This application claims the benefit of Taiwan application Serial No. 100117626, filed May 19, 2011, the subject matter of which is incorporated herein by reference.

BACKGROUND OF THE INVENTION

1. Field of the Invention

The invention relates in general to a lens structure, and more particularly to a lens structure used in a video recording device.

2. Description of the Related Art

Along with the advance in technology, digital video recording devices have been widely used in various electronic products such as digital camera, digital video recorder, mobile phone, personal digital assistant (PDA). A digital video recording device includes a lens structure and an image sensor. The lens structure can focuses an image on an image sensor, which further converts optical video signal into electrical signal.

A conventional lens structure normally includes a cam lens barrel and a lens frame. The cam lens barrel and the lens frame respectively have a guide groove and a guide pin. The guide pin moves along the guide groove and controls the relative position between the lens frame and the cam lens barrel to achieve zooming function. However, when a conventional lens structure drops or collides with an object, the guide pin may come off the guide groove, so that relative movement between the lens frame and the cam lens barrel is incapacitated, and the lens structure is thus out of order.

To resolve the above disadvantages of the generally known technology, a lens structure conformed to consumers' needs is thus in need.

SUMMARY OF THE INVENTION

The invention is directed to a lens structure conformed to consumers' needs.

To resolve the above problems, the invention discloses a lens structure, which includes a first lens barrel, a second lens barrel and a third lens barrel. The first lens barrel has at least one guide groove. The second lens barrel is disposed within the first lens barrel, and has at least one opening having at least one concave groove. The third lens barrel is disposed within the second lens barrel, and includes at least one guide pin and at least one subsidiary structure. The guide pin moves along the guide groove, and the subsidiary structure moves along the concave groove of the opening.

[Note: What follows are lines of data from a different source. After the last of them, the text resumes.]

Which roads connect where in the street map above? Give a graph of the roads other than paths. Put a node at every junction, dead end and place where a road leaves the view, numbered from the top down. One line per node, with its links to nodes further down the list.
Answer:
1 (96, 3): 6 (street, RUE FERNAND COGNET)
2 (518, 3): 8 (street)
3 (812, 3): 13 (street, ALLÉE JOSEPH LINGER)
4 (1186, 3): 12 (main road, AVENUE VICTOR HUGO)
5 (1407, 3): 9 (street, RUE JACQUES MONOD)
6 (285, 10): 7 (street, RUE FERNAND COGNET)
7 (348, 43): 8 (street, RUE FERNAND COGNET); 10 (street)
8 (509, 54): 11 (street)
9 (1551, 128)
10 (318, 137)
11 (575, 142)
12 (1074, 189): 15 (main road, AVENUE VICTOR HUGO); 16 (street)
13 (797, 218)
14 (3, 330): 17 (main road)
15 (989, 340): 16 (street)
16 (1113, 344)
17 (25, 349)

Through the lens structure of the invention, the subsidiary structure of the third lens barrel moves along the concave groove of the second lens barrel for limiting the position of the guide pin, so that the guide pin will not come off the guide groove of the first lens barrel. Thus, when the lens structure of the invention drops or collides with an object, the guide pin of the third lens barrel will not come off the guide groove of the first lens barrel and cause damage to the lens structure.

The above and other aspects of the invention will become better understood with regard to the following detailed description of the preferred but non-limiting embodiment (s). The following description is made with reference to the accompanying drawings.

BRIEF DESCRIPTION OF THE DRAWINGS

FIG. 1A shows a decomposition diagram of a lens structure according to an embodiment of the invention;

FIG. 1B shows the third lens barrel of FIG. 1A disposed within the second lens barrel;

FIG. 1C shows a schematic diagram of the third lens barrel;

FIG. 1D is a cross-sectional top view showing the subsidiary structure of the third lens barrel moving along the concave groove of the second lens barrel;

FIG. 1E shows a front view of the subsidiary structure;

FIG. 1F is a cross-sectional view showing the subsidiary structure moving along the concave groove;

FIG. 1G is a cross-sectional view showing the subsidiary structure moving along another concave groove;

FIG. 1H shows a front view of another subsidiary structure;

FIG. 1I is a cross-sectional view showing the subsidiary structure moving along the concave groove;

FIG. 2A shows a front view of a subsidiary structure according to another embodiment of the invention;

FIGS. 2B˜2E are cross-sectional views showing the subsidiary structure moving along the concave groove;

FIG. 3A shows a front view of a subsidiary structure according to yet another embodiment of the invention; and

FIGS. 3B˜3C are cross-sectional views showing the subsidiary structure moving along the concave groove.

DETAILED DESCRIPTION OF THE INVENTION

A number of embodiments of the invention are disclosed below. Apart from the descriptions disclosed below, the invention can further be used in other embodiments, and the scope of protection of the invention is not limited by the embodiments but is defined in the claims. To provide detailed descriptions and make the invention easier to understand, the elements are not illustrated in the drawings according to actual scaling. The dimensions of some elements are exaggerated in the drawing. To keep the drawing simple, some irrelevant parts are not illustrated or are even omitted.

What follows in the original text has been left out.